The teaching in the text is, of course, a great deal wider than any specific application of it. It is very remarkable, especially as coming from Paul. ‘Lay up a good foundation’–has he not said, ‘Other foundation can no man lay than that which is laid, which is Jesus Christ’? ‘That they may lay hold on eternal life’–has he not said, ‘The gift of God is eternal life’? Is he not going dead in the teeth of his own teaching, ‘Not by works of righteousness which we have done, but by His mercy He saved us’? I think not. Let us see what he does say.
I. First, then, he says that the real life is the future life.
Those of you who use the Revised Version will see that it makes an alteration in the last clause of our text, and instead of ‘eternal life’ it reads ‘the life which is life indeed,’ the true life; not simply designating it as eternal, but designating it as being the only thing that is worth calling by the august name of life.
Now it is quite clear that Paul here is approximating very closely to the language of his brother John, and using this great word ‘life’ as being, in substance, equivalent to his own favourite word of ‘salvation,’ as including in one magnificent generalisation all that is necessary for the satisfaction of man’s needs, the perfection of his blessedness, and the glorifying of his nature. Paul’s notion of life, like John’s, is that it is the one all-comprehensive good which men need and seek.

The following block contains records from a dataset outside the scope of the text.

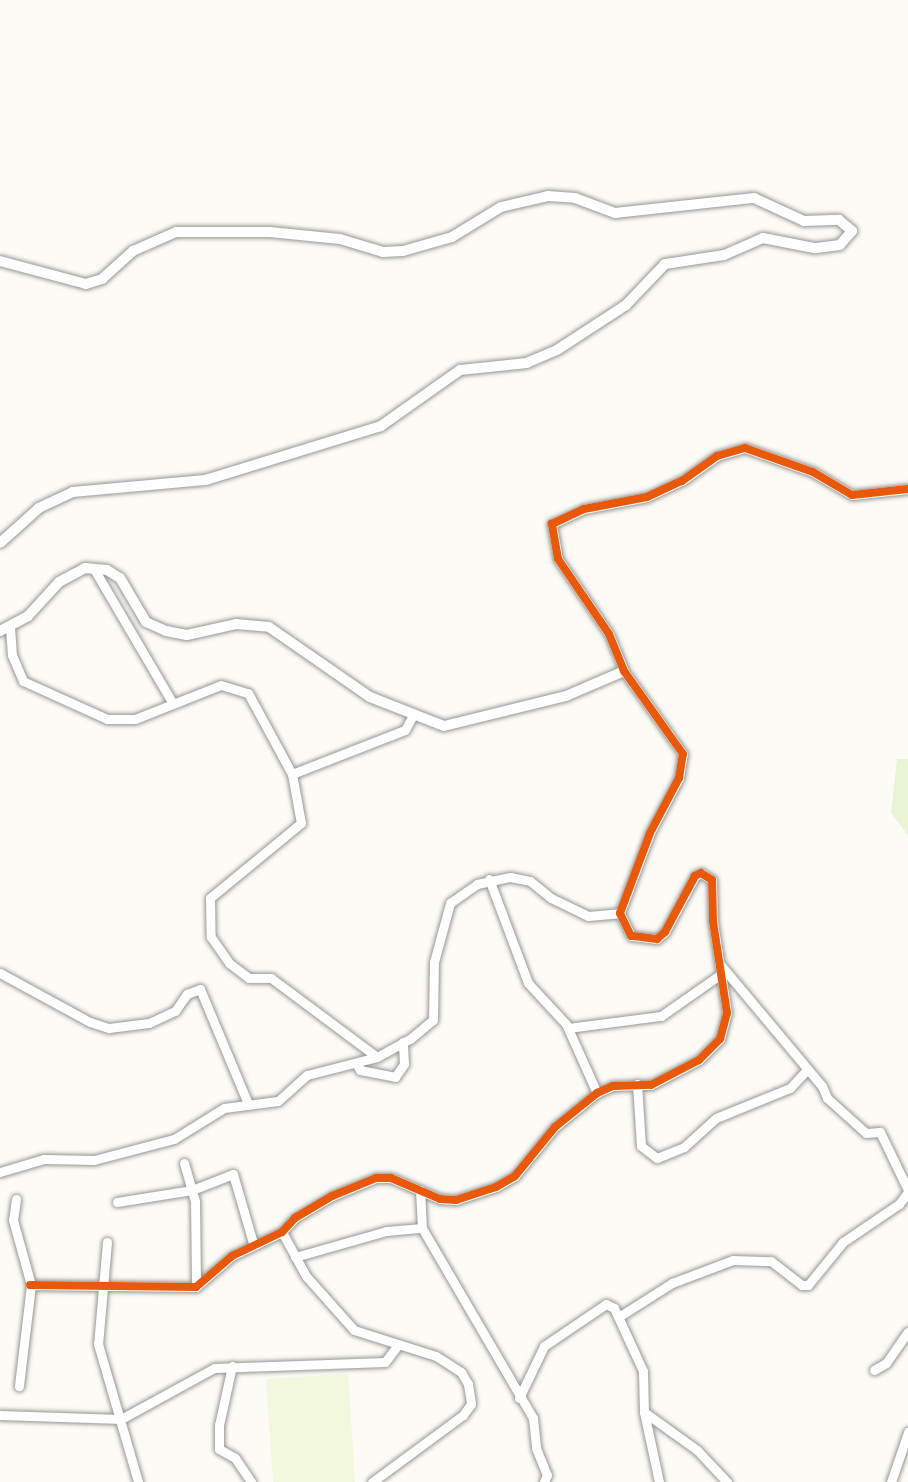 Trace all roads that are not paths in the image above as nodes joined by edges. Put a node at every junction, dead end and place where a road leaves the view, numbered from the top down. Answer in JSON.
{"nodes":[{"id":1,"x":0,"y":261,"type":"edge"},
{"id":2,"x":908,"y":489,"type":"edge"},
{"id":3,"x":0,"y":543,"type":"edge"},
{"id":4,"x":94,"y":569,"type":"junction"},
{"id":5,"x":5,"y":629,"type":"edge"},
{"id":6,"x":624,"y":671,"type":"junction"},
{"id":7,"x":172,"y":702,"type":"junction"},
{"id":8,"x":413,"y":715,"type":"junction"},
{"id":9,"x":292,"y":774,"type":"junction"},
{"id":10,"x":489,"y":879,"type":"junction"},
{"id":11,"x":620,"y":913,"type":"junction"},
{"id":12,"x":718,"y":961,"type":"junction"},
{"id":13,"x":0,"y":973,"type":"edge"},
{"id":14,"x":721,"y":974,"type":"junction"},
{"id":15,"x":568,"y":1029,"type":"junction"},
{"id":16,"x":403,"y":1042,"type":"junction"},
{"id":17,"x":377,"y":1056,"type":"junction"},
{"id":18,"x":356,"y":1063,"type":"junction"},
{"id":19,"x":806,"y":1071,"type":"junction"},
{"id":20,"x":638,"y":1084,"type":"junction"},
{"id":21,"x":597,"y":1093,"type":"junction"},
{"id":22,"x":248,"y":1104,"type":"junction"},
{"id":23,"x":184,"y":1163,"type":"dead end"},
{"id":24,"x":0,"y":1172,"type":"edge"},
{"id":25,"x":192,"y":1190,"type":"junction"},
{"id":26,"x":420,"y":1190,"type":"junction"},
{"id":27,"x":908,"y":1191,"type":"edge"},
{"id":28,"x":16,"y":1199,"type":"dead end"},
{"id":29,"x":117,"y":1202,"type":"dead end"},
{"id":30,"x":422,"y":1228,"type":"junction"},
{"id":31,"x":282,"y":1232,"type":"junction"},
{"id":32,"x":107,"y":1242,"type":"dead end"},
{"id":33,"x":253,"y":1243,"type":"junction"},
{"id":34,"x":295,"y":1257,"type":"junction"},
{"id":35,"x":30,"y":1285,"type":"junction"},
{"id":36,"x":196,"y":1287,"type":"junction"},
{"id":37,"x":104,"y":1288,"type":"junction"},
{"id":38,"x":620,"y":1316,"type":"junction"},
{"id":39,"x":908,"y":1332,"type":"edge"},
{"id":40,"x":398,"y":1345,"type":"junction"},
{"id":41,"x":232,"y":1366,"type":"junction"},
{"id":42,"x":874,"y":1371,"type":"dead end"},
{"id":43,"x":20,"y":1386,"type":"dead end"},
{"id":44,"x":519,"y":1398,"type":"junction"},
{"id":45,"x":644,"y":1412,"type":"junction"},
{"id":46,"x":0,"y":1415,"type":"edge"},
{"id":47,"x":120,"y":1419,"type":"junction"},
{"id":48,"x":908,"y":1432,"type":"edge"},
{"id":49,"x":545,"y":1478,"type":"edge"},
{"id":50,"x":138,"y":1482,"type":"edge"},
{"id":51,"x":251,"y":1482,"type":"edge"},
{"id":52,"x":372,"y":1482,"type":"edge"},
{"id":53,"x":555,"y":1482,"type":"edge"},
{"id":54,"x":659,"y":1482,"type":"edge"},
{"id":55,"x":727,"y":1482,"type":"edge"},
{"id":56,"x":891,"y":1482,"type":"edge"}],
"edges":[{"from":1,"to":3,"type":"street"},
{"from":2,"to":6,"type":"street"},
{"from":4,"to":5,"type":"street"},
{"from":4,"to":7,"type":"street"},
{"from":4,"to":8,"type":"street"},
{"from":5,"to":7,"type":"street"},
{"from":6,"to":8,"type":"street"},
{"from":6,"to":11,"type":"street"},
{"from":7,"to":9,"type":"street"},
{"from":8,"to":9,"type":"street"},
{"from":9,"to":17,"type":"street"},
{"from":10,"to":11,"type":"street"},
{"from":10,"to":15,"type":"street"},
{"from":10,"to":16,"type":"street"},
{"from":11,"to":12,"type":"street"},
{"from":12,"to":14,"type":"street"},
{"from":12,"to":19,"type":"street"},
{"from":13,"to":22,"type":"street"},
{"from":14,"to":15,"type":"street"},
{"from":14,"to":20,"type":"street"},
{"from":15,"to":21,"type":"street"},
{"from":16,"to":17,"type":"street"},
{"from":16,"to":18,"type":"street"},
{"from":17,"to":18,"type":"street"},
{"from":18,"to":22,"type":"street"},
{"from":19,"to":20,"type":"street"},
{"from":19,"to":27,"type":"street"},
{"from":20,"to":21,"type":"street"},
{"from":21,"to":26,"type":"street"},
{"from":22,"to":24,"type":"street"},
{"from":23,"to":25,"type":"street"},
{"from":25,"to":29,"type":"street"},
{"from":25,"to":33,"type":"street"},
{"from":25,"to":36,"type":"street"},
{"from":26,"to":30,"type":"street"},
{"from":26,"to":31,"type":"street"},
{"from":27,"to":38,"type":"street"},
{"from":28,"to":35,"type":"street"},
{"from":30,"to":34,"type":"street"},
{"from":30,"to":44,"type":"street"},
{"from":31,"to":33,"type":"street"},
{"from":31,"to":34,"type":"street"},
{"from":32,"to":37,"type":"street"},
{"from":33,"to":36,"type":"street"},
{"from":34,"to":40,"type":"street"},
{"from":35,"to":37,"type":"street"},
{"from":35,"to":43,"type":"street"},
{"from":36,"to":37,"type":"street"},
{"from":37,"to":47,"type":"street"},
{"from":38,"to":44,"type":"street"},
{"from":38,"to":45,"type":"street"},
{"from":39,"to":42,"type":"street"},
{"from":40,"to":41,"type":"street"},
{"from":40,"to":52,"type":"street"},
{"from":41,"to":47,"type":"street"},
{"from":41,"to":51,"type":"street"},
{"from":44,"to":49,"type":"street"},
{"from":45,"to":54,"type":"street"},
{"from":45,"to":55,"type":"street"},
{"from":46,"to":47,"type":"street"},
{"from":47,"to":50,"type":"street"},
{"from":48,"to":56,"type":"street"},
{"from":49,"to":53,"type":"street"}]} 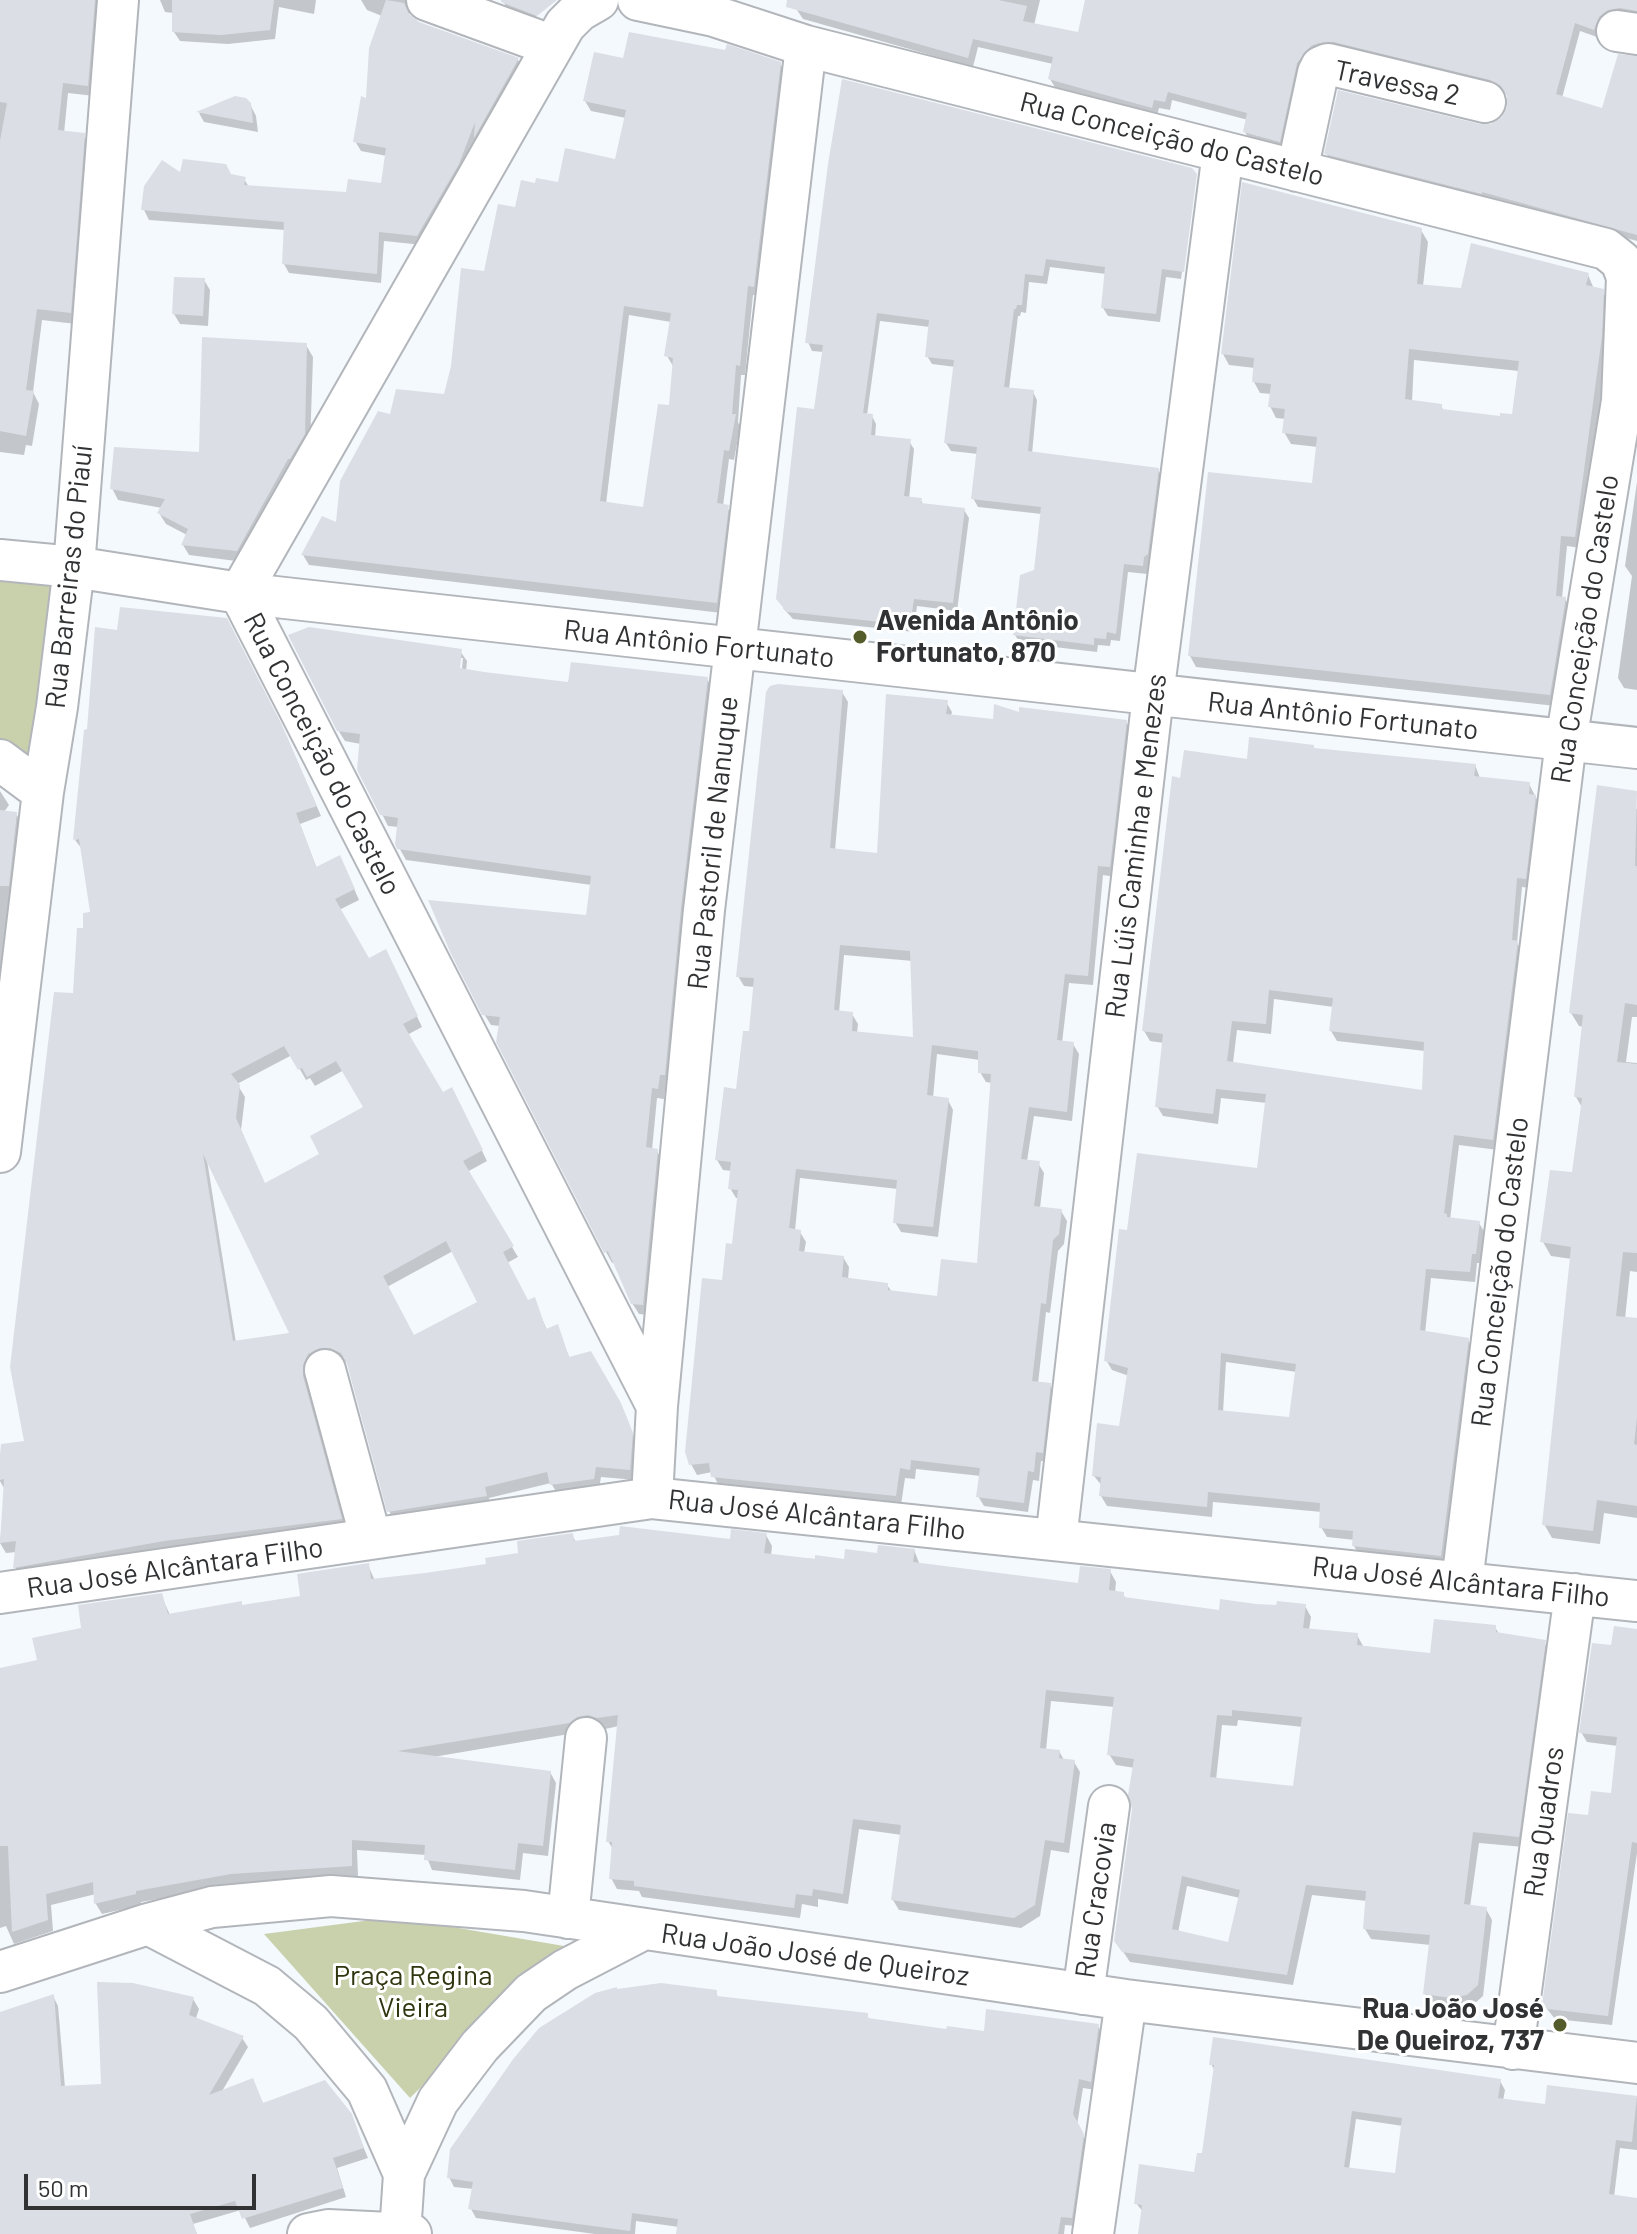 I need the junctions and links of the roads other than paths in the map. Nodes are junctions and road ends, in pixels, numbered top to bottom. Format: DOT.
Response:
graph roads {
  1 [pos="118,0"];
  2 [pos="427,0"];
  3 [pos="598,0"];
  4 [pos="638,0"];
  5 [pos="553,46"];
  6 [pos="806,46"];
  7 [pos="1485,102"];
  8 [pos="1223,152"];
  9 [pos="1297,171"];
  10 [pos="1629,402"];
  11 [pos="0,560"];
  12 [pos="74,567"];
  13 [pos="240,593"];
  14 [pos="735,649"];
  15 [pos="1153,695"];
  16 [pos="1566,741"];
  17 [pos="1637,748"];
  18 [pos="0,760"];
  19 [pos="43,792"];
  20 [pos="3,1093"];
  21 [pos="0,1152"];
  22 [pos="325,1370"];
  23 [pos="657,1406"];
  24 [pos="652,1498"];
  25 [pos="371,1539"];
  26 [pos="1056,1540"];
  27 [pos="1462,1582"];
  28 [pos="0,1593"];
  29 [pos="1575,1594"];
  30 [pos="1637,1601"];
  31 [pos="586,1738"];
  32 [pos="1109,1806"];
  33 [pos="568,1918"];
  34 [pos="148,1924"];
  35 [pos="642,1930"];
  36 [pos="0,1972"];
  37 [pos="1083,1994"];
  38 [pos="1126,2000"];
  39 [pos="1513,2049"];
  40 [pos="1637,2063"];
  41 [pos="404,2174"];
  42 [pos="308,2234"];
  43 [pos="404,2234"];
  44 [pos="1093,2234"];
  1 -- 12 [label="street, Rua Barreiras do Piauí"];
  2 -- 5 [label="street"];
  3 -- 5 [label="street, Rua Conceição do Castelo"];
  4 -- 6 [label="street, Rua Conceição do Castelo"];
  5 -- 13 [label="street, Rua Conceição do Castelo"];
  6 -- 8 [label="street, Rua Conceição do Castelo"];
  6 -- 14 [label="street, Rua Pastoril de Nanuque"];
  7 -- 9 [label="street, Travessa 2"];
  8 -- 9 [label="street, Rua Conceição do Castelo"];
  8 -- 15 [label="street, Rua Lúis Caminha e Menezes"];
  9 -- 10 [label="street, Rua Conceição do Castelo"];
  10 -- 16 [label="street, Rua Conceição do Castelo"];
  11 -- 12 [label="street, Rua Antônio Fortunato"];
  12 -- 13 [label="street, Rua Antônio Fortunato"];
  12 -- 19 [label="street, Rua Barreiras do Piauí"];
  13 -- 14 [label="street, Rua Antônio Fortunato"];
  13 -- 23 [label="street, Rua Conceição do Castelo"];
  14 -- 15 [label="street, Rua Antônio Fortunato"];
  14 -- 23 [label="street, Rua Pastoril de Nanuque"];
  15 -- 16 [label="street, Rua Antônio Fortunato"];
  15 -- 26 [label="street, Rua Lúis Caminha e Menezes"];
  16 -- 17 [label="street, Rua Antônio Fortunato"];
  16 -- 27 [label="street, Rua Conceição do Castelo"];
  18 -- 19 [label="street"];
  19 -- 20 [label="street, Rua Barreiras do Piauí"];
  20 -- 21 [label="street, Rua Barreiras do Piauí"];
  22 -- 25 [label="street"];
  23 -- 24 [label="street, Rua Pastoril de Nanuque"];
  24 -- 25 [label="street, Rua José Alcântara Filho"];
  24 -- 26 [label="street, Rua José Alcântara Filho"];
  25 -- 28 [label="street, Rua José Alcântara Filho"];
  26 -- 27 [label="street, Rua José Alcântara Filho"];
  27 -- 29 [label="street, Rua José Alcântara Filho"];
  29 -- 30 [label="street, Rua José Alcântara Filho"];
  29 -- 39 [label="street, Rua Quadros"];
  31 -- 33 [label="street"];
  32 -- 37 [label="street, Rua Cracovia"];
  33 -- 34 [label="street, Rua João José de Queiroz"];
  33 -- 35 [label="street, Rua João José de Queiroz"];
  34 -- 36 [label="street, Rua João José de Queiroz"];
  34 -- 41 [label="street"];
  35 -- 37 [label="street, Rua João José de Queiroz"];
  35 -- 41 [label="street"];
  37 -- 38 [label="street, Rua João José de Queiroz"];
  38 -- 39 [label="street, Rua João José de Queiroz"];
  38 -- 44 [label="street"];
  39 -- 40 [label="street, Rua João José de Queiroz"];
  41 -- 43 [label="street"];
  42 -- 43 [label="street"];
}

And here he seems to relegate that ‘life which is life indeed’ to the region of the future, because he contemplates it as being realised ‘in the time to come,’ and as being the result of the conduct which is here enjoined. But you will find that substantially the same exhortation is given in the 12th verse of this chapter, ‘Fight the good fight of faith; lay hold on the life eternal’–where the process of grasping this ‘life,’ and therefore the possession of it, are evidently regarded as possible here, and the duty of every Christian man in this present world. That is to say, there is a double aspect of this august conception of the ‘life which is life indeed.’ In one aspect it is present, may be and ought to be ours, here and now; in another aspect it lies beyond the flood, and is the inheritance reserved in the heavens. That double aspect is parallel with the way in which the New Testament deals with the other cognate conception of salvation, which it sometimes regards as past, sometimes as present, sometimes as future. The complete idea is that the life of the Christian soul here and yonder, away out into the furthest extremities of eternity, and up to the loftiest climax of perfectness, is in essence one, whilst yet the differences between the degree in which its germinal possession here and its full-fruited enjoyment hereafter differ is so great as that, in comparison with the completion that is waiting the Christian soul beyond the grave, all of the same life that is here enjoyed dwindles into nothingness. It appears to me that these two sides of the truth, the essential identity of the life of the Christian soul beyond and here, and the all but infinite differences and progresses which separate the two, are both needful, very needful, to be kept in view by us.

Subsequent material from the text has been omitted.